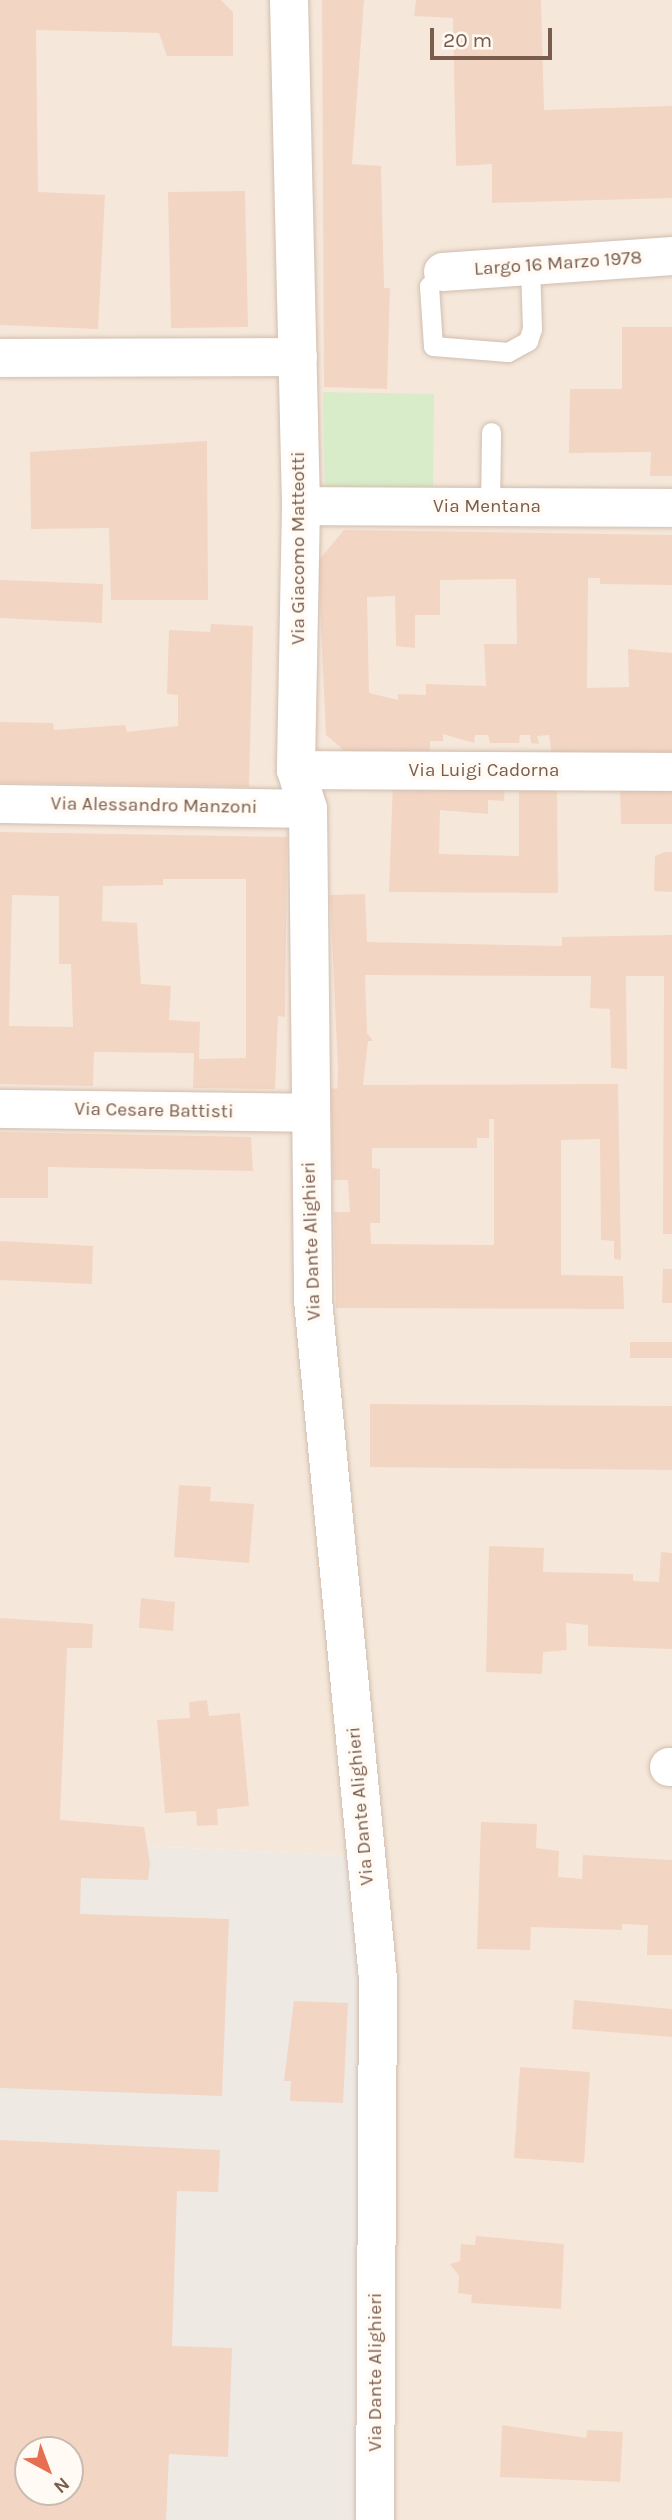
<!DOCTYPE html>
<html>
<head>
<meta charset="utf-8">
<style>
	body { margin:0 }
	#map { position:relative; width:672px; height:2520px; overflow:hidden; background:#fdf6ec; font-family:Karla,sans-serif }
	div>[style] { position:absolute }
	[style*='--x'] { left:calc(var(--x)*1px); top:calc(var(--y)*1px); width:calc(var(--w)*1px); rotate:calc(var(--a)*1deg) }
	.residential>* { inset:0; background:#f5e8da }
	.industrial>* { inset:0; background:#efe9e4 }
	.green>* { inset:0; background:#d8ecc9 }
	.building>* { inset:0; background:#f3d5c3 }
	.roads { filter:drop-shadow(0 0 2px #d1beb0) drop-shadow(0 0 2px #d1beb0) }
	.service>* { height:19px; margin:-9.5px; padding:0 9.5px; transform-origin:9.5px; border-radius:9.5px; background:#fff }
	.minor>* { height:38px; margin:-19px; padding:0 19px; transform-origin:19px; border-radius:19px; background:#fff }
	span { translate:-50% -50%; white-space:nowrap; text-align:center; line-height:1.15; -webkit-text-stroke:7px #fffaf3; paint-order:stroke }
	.street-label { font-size:19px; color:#7a5c4d }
	.north { position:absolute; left:14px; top:2436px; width:70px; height:70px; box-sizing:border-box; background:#fffaf3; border:2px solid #cabbb1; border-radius:50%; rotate:139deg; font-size:19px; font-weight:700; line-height:28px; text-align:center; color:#7a5c4d }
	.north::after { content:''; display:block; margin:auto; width:24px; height:32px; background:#e76f51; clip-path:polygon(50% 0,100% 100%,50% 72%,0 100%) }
	.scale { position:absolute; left:430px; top:28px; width:122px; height:32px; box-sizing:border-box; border:4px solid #7a5c4d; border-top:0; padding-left:9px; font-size:21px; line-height:24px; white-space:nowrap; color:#7a5c4d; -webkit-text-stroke:5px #fffaf3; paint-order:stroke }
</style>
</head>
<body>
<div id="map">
	<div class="residential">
		<i style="clip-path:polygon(0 0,672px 0,672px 768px,296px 770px,301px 1108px,0 1103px)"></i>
		<i style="clip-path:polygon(672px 770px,672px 2520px,386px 2520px,319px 1303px,312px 775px)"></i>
		<i style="clip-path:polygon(0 1115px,302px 1119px,359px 1856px,58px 1842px,0 1618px)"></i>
	</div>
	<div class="industrial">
		<i style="clip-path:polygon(evenodd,0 1618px,93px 1624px,92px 1648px,67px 1648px,58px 1842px,359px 1856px,367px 2520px,0 2520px,0 1618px,28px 2450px,70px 2450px,70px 2492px,28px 2492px,28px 2450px)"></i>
	</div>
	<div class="green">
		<i style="clip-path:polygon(323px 392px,434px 394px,433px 496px,325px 495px)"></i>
	</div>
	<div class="building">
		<i style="clip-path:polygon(0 0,221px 0,233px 12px,233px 56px,167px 56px,159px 33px,36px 30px,38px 192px,105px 195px,98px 329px,0 325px)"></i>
		<i style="clip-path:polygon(322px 0,364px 0,352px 164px,381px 166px,384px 288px,390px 288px,387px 389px,324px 387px)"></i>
		<i style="clip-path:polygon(416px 0,541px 0,544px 110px,672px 106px,672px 198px,492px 203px,492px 164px,456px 166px,453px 18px,414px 16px)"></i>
		<i style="clip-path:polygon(245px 191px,248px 327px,171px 328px,168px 192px)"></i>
		<i style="clip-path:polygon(622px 327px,672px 327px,672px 476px,650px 476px,651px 452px,569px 453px,570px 389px,622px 389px)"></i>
		<i style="clip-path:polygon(207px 441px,208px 600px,111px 600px,109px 528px,31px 529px,30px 452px)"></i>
		<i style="clip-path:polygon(evenodd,344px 530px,672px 535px,672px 585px,600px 584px,600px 578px,588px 578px,587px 688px,629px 687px,628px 649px,672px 653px,672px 757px,552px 756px,549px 735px,537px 736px,539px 744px,531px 743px,530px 735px,520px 735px,519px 743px,490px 743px,488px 735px,475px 735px,474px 743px,443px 734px,443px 741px,430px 741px,430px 755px,347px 753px,326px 735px,318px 561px,344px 530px,516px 579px,517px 644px,484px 644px,486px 686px,426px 684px,426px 695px,398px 694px,398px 700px,369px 693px,367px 597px,395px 596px,396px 646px,415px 648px,415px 615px,440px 615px,440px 580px,516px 579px)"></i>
		<i style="clip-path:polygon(0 580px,103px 584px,102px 623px,0 618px)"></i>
		<i style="clip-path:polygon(211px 624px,253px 626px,249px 787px,0 783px,0 722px,53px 723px,54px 730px,125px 725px,127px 732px,178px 726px,178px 695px,167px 694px,169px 630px,210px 632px)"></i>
		<i style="clip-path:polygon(393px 781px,505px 785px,504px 801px,488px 800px,488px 814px,440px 810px,439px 854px,519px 856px,519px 785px,557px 785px,558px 893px,389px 892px)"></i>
		<i style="clip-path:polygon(620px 788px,672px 789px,672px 824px,621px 824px)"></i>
		<i style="clip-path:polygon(evenodd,0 832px,287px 837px,285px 1017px,278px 1016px,275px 1089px,193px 1088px,194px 1053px,94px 1052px,93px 1086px,0 1084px,0 832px,163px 879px,246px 879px,246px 1058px,199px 1059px,200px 1022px,169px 1020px,171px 986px,141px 984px,137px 923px,102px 921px,103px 886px,163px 885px,163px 879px,0 832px,12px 895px,59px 896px,59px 964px,71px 964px,73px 1027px,9px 1026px,12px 895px)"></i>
		<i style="clip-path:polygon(665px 852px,672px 852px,672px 892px,654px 891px,655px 856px)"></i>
		<i style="clip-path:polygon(evenodd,365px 894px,367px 942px,562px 946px,562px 937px,672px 935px,672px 1234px,663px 1234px,664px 976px,626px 976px,627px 1069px,611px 1068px,610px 1009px,590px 1008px,591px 976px,365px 975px,367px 1033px,373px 1041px,368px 1041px,363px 1085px,618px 1084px,621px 1260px,614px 1259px,614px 1241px,601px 1240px,600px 1139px,561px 1140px,561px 1275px,623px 1276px,624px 1309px,336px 1308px,334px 1212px,350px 1212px,348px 1180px,333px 1180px,331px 1088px,337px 1089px,338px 1070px,330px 895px,365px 894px,489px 1119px,494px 1119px,494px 1245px,371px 1244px,370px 1223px,380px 1223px,380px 1169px,372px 1168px,372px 1148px,477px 1148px,477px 1138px,489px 1138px,489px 1119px)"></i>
		<i style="clip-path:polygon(0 1132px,251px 1137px,253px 1171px,48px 1167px,48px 1198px,0 1198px)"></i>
		<i style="clip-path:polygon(0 1241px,93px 1246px,92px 1284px,0 1280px)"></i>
		<i style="clip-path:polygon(663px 1269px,672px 1269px,672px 1303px,662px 1303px)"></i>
		<i style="clip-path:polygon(630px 1342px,672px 1342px,672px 1358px,630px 1358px)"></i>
		<i style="clip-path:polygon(370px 1404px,672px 1406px,672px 1470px,370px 1467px)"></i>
		<i style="clip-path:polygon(179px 1485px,211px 1487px,210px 1501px,254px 1504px,249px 1563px,174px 1557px)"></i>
		<i style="clip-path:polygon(489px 1546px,544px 1548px,543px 1572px,633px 1574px,633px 1581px,659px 1582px,661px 1552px,672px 1553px,672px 1649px,588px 1646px,588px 1625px,566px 1623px,567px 1650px,543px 1652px,542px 1674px,486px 1672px)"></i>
		<i style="clip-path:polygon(141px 1598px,175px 1602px,173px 1631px,139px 1628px)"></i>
		<i style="clip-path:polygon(0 1618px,93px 1624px,92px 1648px,67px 1648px,60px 1820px,144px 1827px,150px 1863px,148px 1880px,81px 1878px,80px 1914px,229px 1919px,222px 2096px,0 2088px)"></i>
		<i style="clip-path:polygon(207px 1700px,209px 1716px,240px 1713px,249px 1806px,217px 1809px,218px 1825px,197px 1826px,196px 1811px,165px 1813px,157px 1720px,190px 1718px,189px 1702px)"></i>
		<i style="clip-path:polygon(481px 1822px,537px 1824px,536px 1848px,559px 1851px,558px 1877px,582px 1879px,583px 1855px,672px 1860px,672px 1955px,647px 1955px,648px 1925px,622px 1924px,622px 1930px,531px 1927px,530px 1950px,477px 1949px)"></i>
		<i style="clip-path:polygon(574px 2000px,672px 2009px,672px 2037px,572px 2029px)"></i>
		<i style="clip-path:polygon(294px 2001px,348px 2003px,343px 2103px,290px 2101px,291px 2081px,284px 2081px)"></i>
		<i style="clip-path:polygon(520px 2067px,590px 2072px,584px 2163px,514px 2158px)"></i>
		<i style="clip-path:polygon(evenodd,0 2140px,220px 2150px,218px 2192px,177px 2191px,172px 2346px,232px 2348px,228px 2457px,169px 2454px,166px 2520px,0 2520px,0 2140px,28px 2450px,70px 2450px,70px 2492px,28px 2492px,28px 2450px)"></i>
		<i style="clip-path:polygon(476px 2236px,564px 2244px,561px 2309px,471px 2303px,472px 2295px,458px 2293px,459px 2276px,450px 2264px,460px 2261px,461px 2244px,475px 2245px)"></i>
		<i style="clip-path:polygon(502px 2425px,586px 2438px,587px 2430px,623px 2432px,620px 2482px,500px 2477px)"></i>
	</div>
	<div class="roads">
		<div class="service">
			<i style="--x:443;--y:272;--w:20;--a:135"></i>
			<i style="--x:429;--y:286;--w:60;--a:86.2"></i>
			<i style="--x:433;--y:346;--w:75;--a:4.6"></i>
			<i style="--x:508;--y:352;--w:23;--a:-29"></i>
			<i style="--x:528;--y:341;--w:13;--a:-72"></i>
			<i style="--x:532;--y:329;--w:63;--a:-91.8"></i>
			<i style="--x:490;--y:507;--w:75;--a:-89.2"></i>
		</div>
		<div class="minor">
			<i style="--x:289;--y:0;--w:506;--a:88.64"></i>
			<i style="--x:301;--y:506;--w:264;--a:91.1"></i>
			<i style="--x:296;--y:770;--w:41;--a:72.9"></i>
			<i style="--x:308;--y:809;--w:491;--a:89.4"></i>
			<i style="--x:313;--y:1300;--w:682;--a:84.53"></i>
			<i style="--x:378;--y:1979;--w:541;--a:90.32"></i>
			<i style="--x:443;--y:272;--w:230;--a:-4"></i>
			<i style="--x:0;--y:358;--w:298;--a:-0.2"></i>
			<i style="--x:301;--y:506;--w:371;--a:0.3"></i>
			<i style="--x:296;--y:770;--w:376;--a:0.3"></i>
			<i style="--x:0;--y:804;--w:308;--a:0.9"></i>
			<i style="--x:0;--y:1109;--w:308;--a:0.7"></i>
			<i style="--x:669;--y:1767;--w:3;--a:0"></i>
		</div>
	</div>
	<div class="street-label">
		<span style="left:558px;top:264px;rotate:-4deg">Largo 16 Marzo 1978</span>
		<span style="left:487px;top:507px">Via Mentana</span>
		<span style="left:299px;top:548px;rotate:-90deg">Via Giacomo Matteotti</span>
		<span style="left:484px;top:771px">Via Luigi Cadorna</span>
		<span style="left:154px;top:806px;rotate:1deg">Via Alessandro Manzoni</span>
		<span style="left:154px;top:1111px;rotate:1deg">Via Cesare Battisti</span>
		<span style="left:312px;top:1241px;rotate:-92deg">Via Dante Alighieri</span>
		<span style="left:361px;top:1806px;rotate:-95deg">Via Dante Alighieri</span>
		<span style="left:376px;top:2372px;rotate:-90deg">Via Dante Alighieri</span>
	</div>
	<div class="north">N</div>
	<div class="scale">20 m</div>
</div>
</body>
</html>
┄┄┄┄┄┄
• [Problem details] Set down exactly the lines running from the beginning of the entries above to the line that contains "position:absolute; left:14px; top:2436px;", including both, and leave out pictures.

• [Your response]
<!DOCTYPE html>
<html>
<head>
<meta charset="utf-8">
<style>
	body { margin:0 }
	#map { position:relative; width:672px; height:2520px; overflow:hidden; background:#fdf6ec; font-family:Karla,sans-serif }
	div>[style] { position:absolute }
	[style*='--x'] { left:calc(var(--x)*1px); top:calc(var(--y)*1px); width:calc(var(--w)*1px); rotate:calc(var(--a)*1deg) }
	.residential>* { inset:0; background:#f5e8da }
	.industrial>* { inset:0; background:#efe9e4 }
	.green>* { inset:0; background:#d8ecc9 }
	.building>* { inset:0; background:#f3d5c3 }
	.roads { filter:drop-shadow(0 0 2px #d1beb0) drop-shadow(0 0 2px #d1beb0) }
	.service>* { height:19px; margin:-9.5px; padding:0 9.5px; transform-origin:9.5px; border-radius:9.5px; background:#fff }
	.minor>* { height:38px; margin:-19px; padding:0 19px; transform-origin:19px; border-radius:19px; background:#fff }
	span { translate:-50% -50%; white-space:nowrap; text-align:center; line-height:1.15; -webkit-text-stroke:7px #fffaf3; paint-order:stroke }
	.street-label { font-size:19px; color:#7a5c4d }
	.north { position:absolute; left:14px; top:2436px; width:70px; height:70px; box-sizing:border-box; background:#fffaf3; border:2px solid #cabbb1; border-radius:50%; rotate:139deg; font-size:19px; font-weight:700; line-height:28px; text-align:center; color:#7a5c4d }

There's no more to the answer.